Data for this task
######
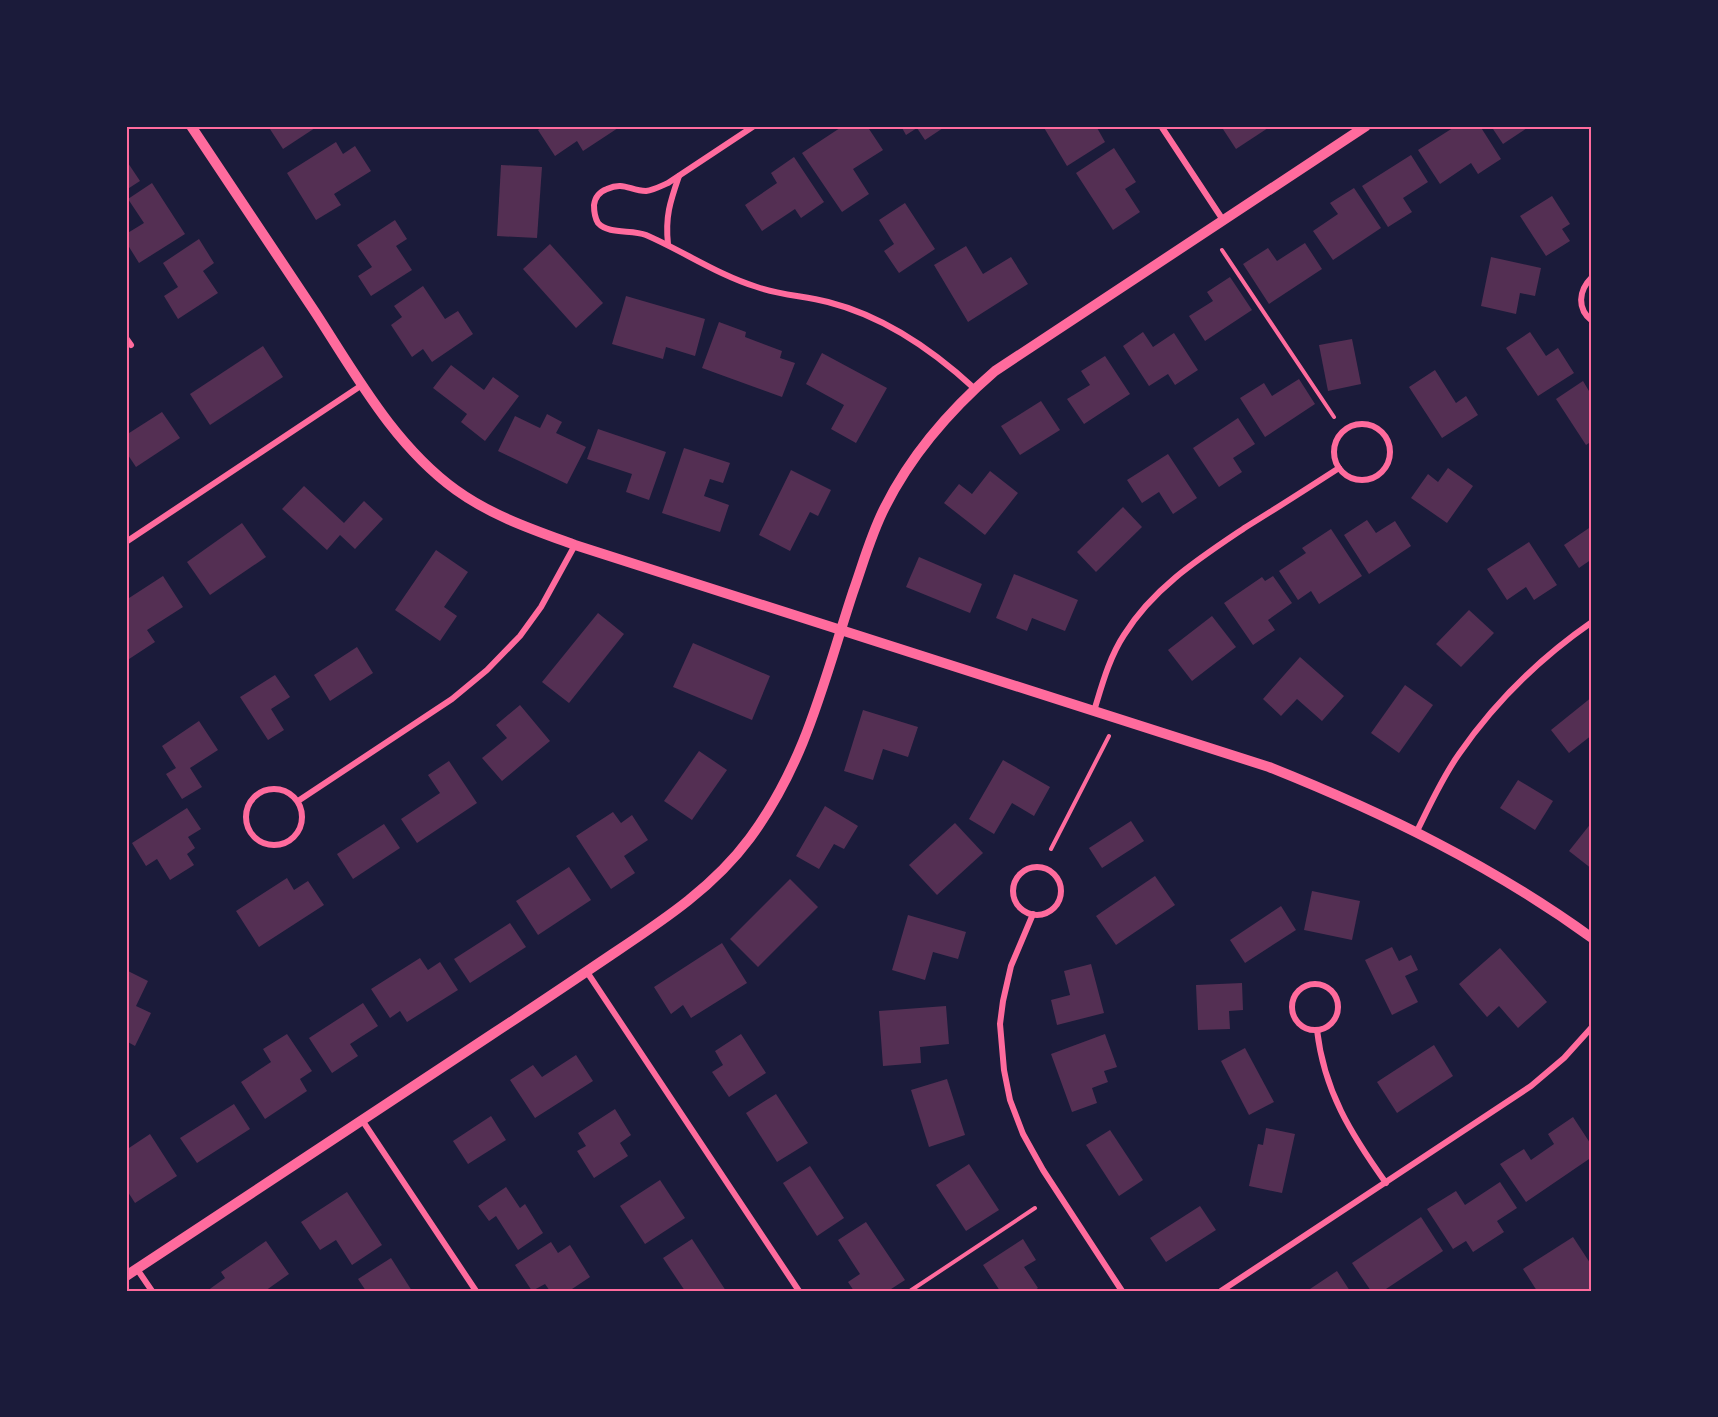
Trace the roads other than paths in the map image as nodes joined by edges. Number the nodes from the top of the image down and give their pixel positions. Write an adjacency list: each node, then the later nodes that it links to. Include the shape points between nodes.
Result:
######
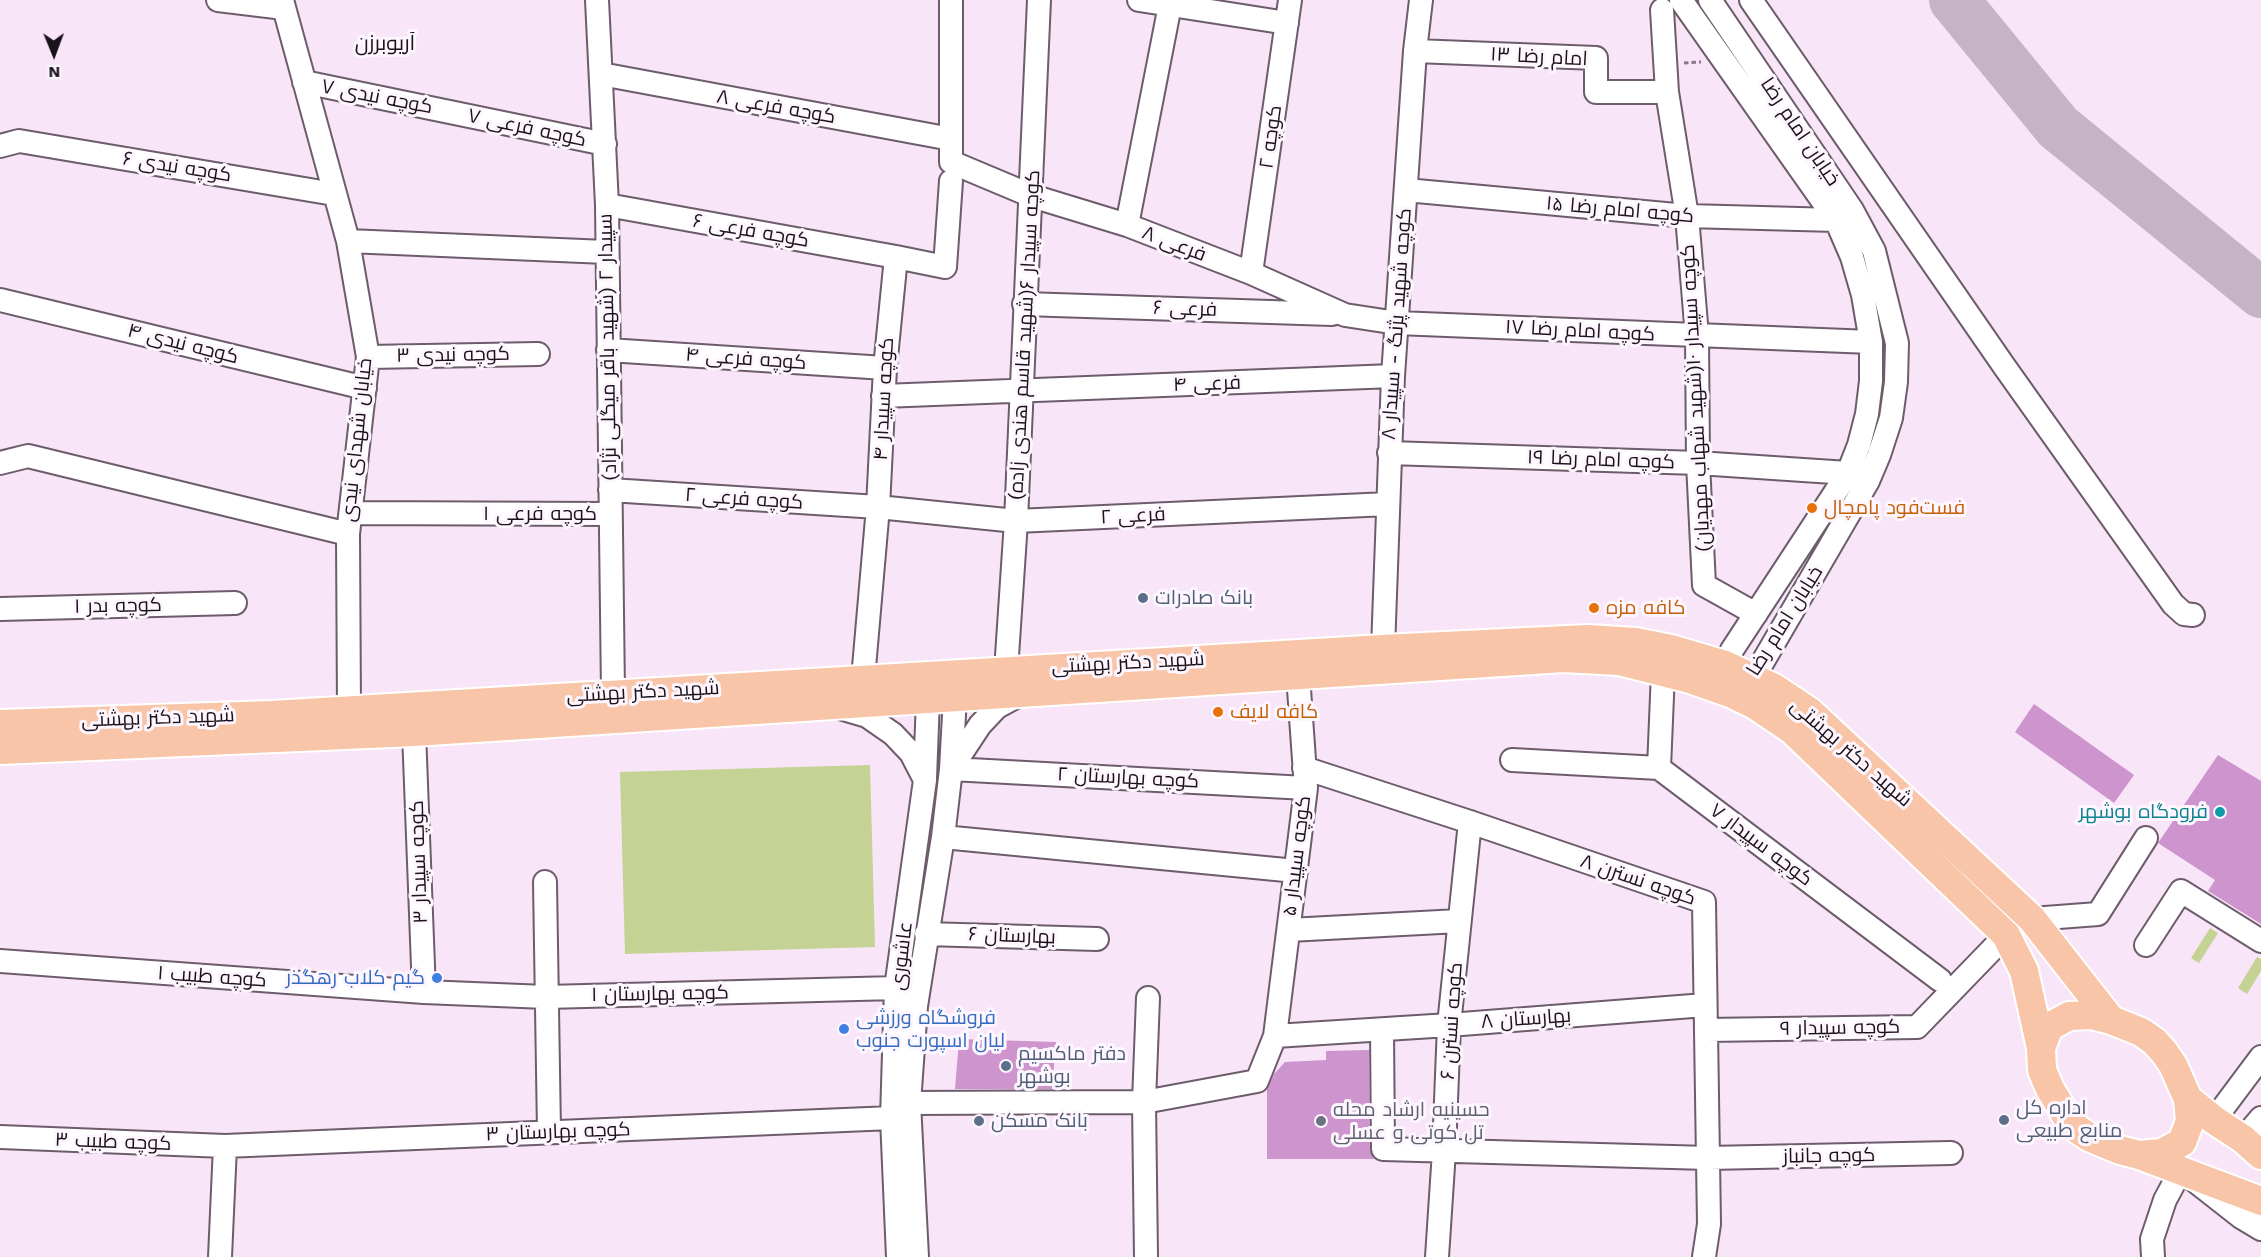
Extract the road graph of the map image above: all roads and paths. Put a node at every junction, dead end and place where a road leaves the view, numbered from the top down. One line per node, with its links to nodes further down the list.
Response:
######
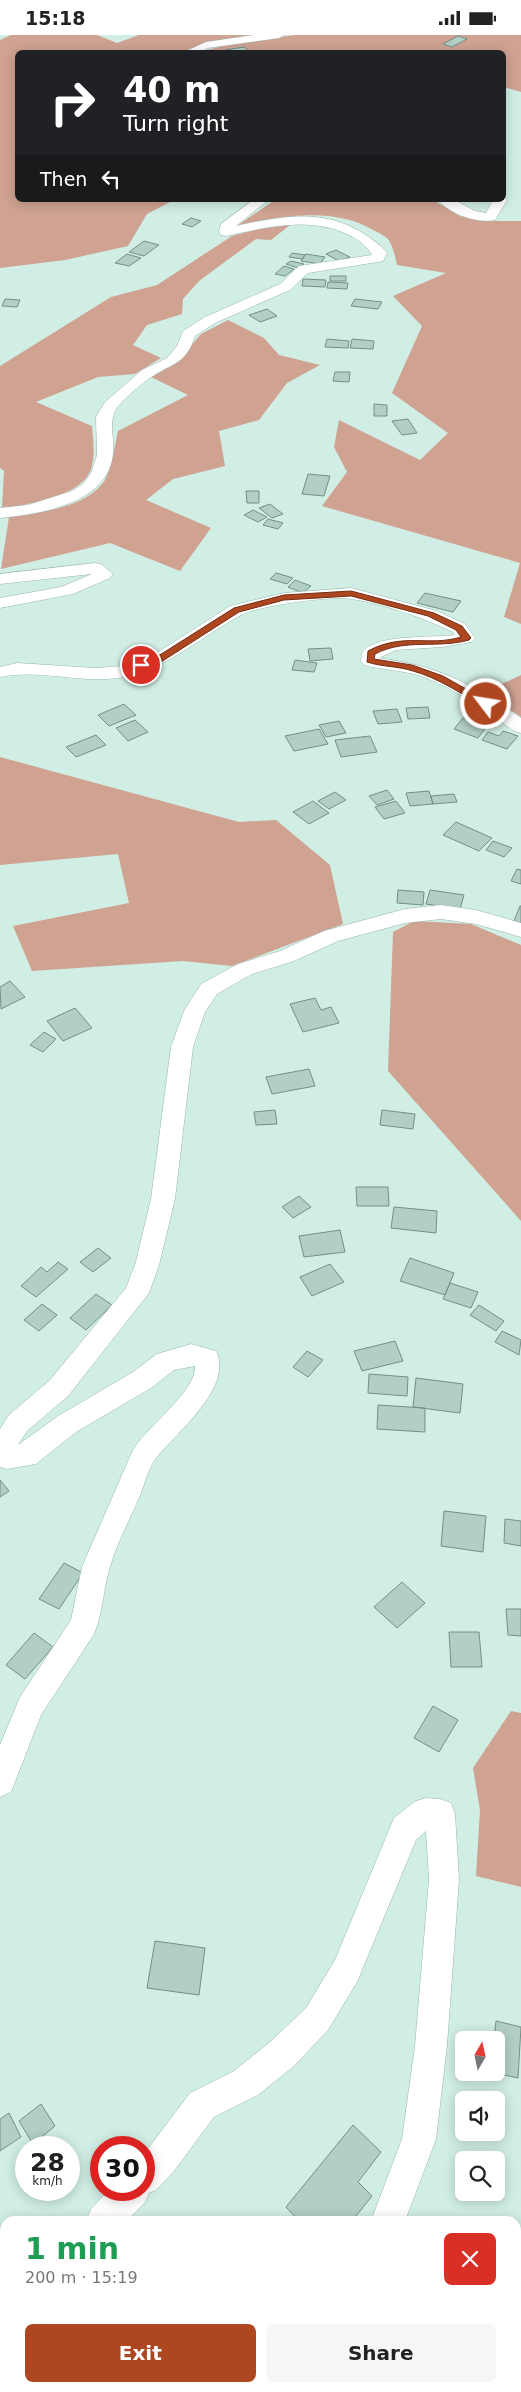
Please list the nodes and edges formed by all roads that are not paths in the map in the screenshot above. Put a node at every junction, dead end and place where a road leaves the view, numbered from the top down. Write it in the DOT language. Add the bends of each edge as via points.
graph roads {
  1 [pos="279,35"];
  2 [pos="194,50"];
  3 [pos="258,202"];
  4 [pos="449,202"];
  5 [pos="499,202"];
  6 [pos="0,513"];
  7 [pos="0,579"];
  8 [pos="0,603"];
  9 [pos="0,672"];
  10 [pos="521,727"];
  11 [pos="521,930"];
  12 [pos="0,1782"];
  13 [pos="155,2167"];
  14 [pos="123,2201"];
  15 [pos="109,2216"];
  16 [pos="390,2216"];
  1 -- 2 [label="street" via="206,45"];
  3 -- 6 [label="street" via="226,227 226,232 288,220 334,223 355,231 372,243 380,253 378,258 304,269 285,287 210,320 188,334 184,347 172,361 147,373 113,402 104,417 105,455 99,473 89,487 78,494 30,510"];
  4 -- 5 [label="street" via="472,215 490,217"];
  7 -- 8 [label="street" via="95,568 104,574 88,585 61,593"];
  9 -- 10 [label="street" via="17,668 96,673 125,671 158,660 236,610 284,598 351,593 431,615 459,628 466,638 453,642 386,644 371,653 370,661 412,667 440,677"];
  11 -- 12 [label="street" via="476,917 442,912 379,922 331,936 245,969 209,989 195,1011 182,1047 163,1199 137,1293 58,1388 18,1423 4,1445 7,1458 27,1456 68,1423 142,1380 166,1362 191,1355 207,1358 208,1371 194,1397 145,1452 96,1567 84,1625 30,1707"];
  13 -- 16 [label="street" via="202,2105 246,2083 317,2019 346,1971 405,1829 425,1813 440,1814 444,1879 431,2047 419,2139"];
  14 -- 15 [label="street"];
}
######
Problem requirements
Where a line above contains the string "links", tally it, then give the number alone.

Reply to the task
2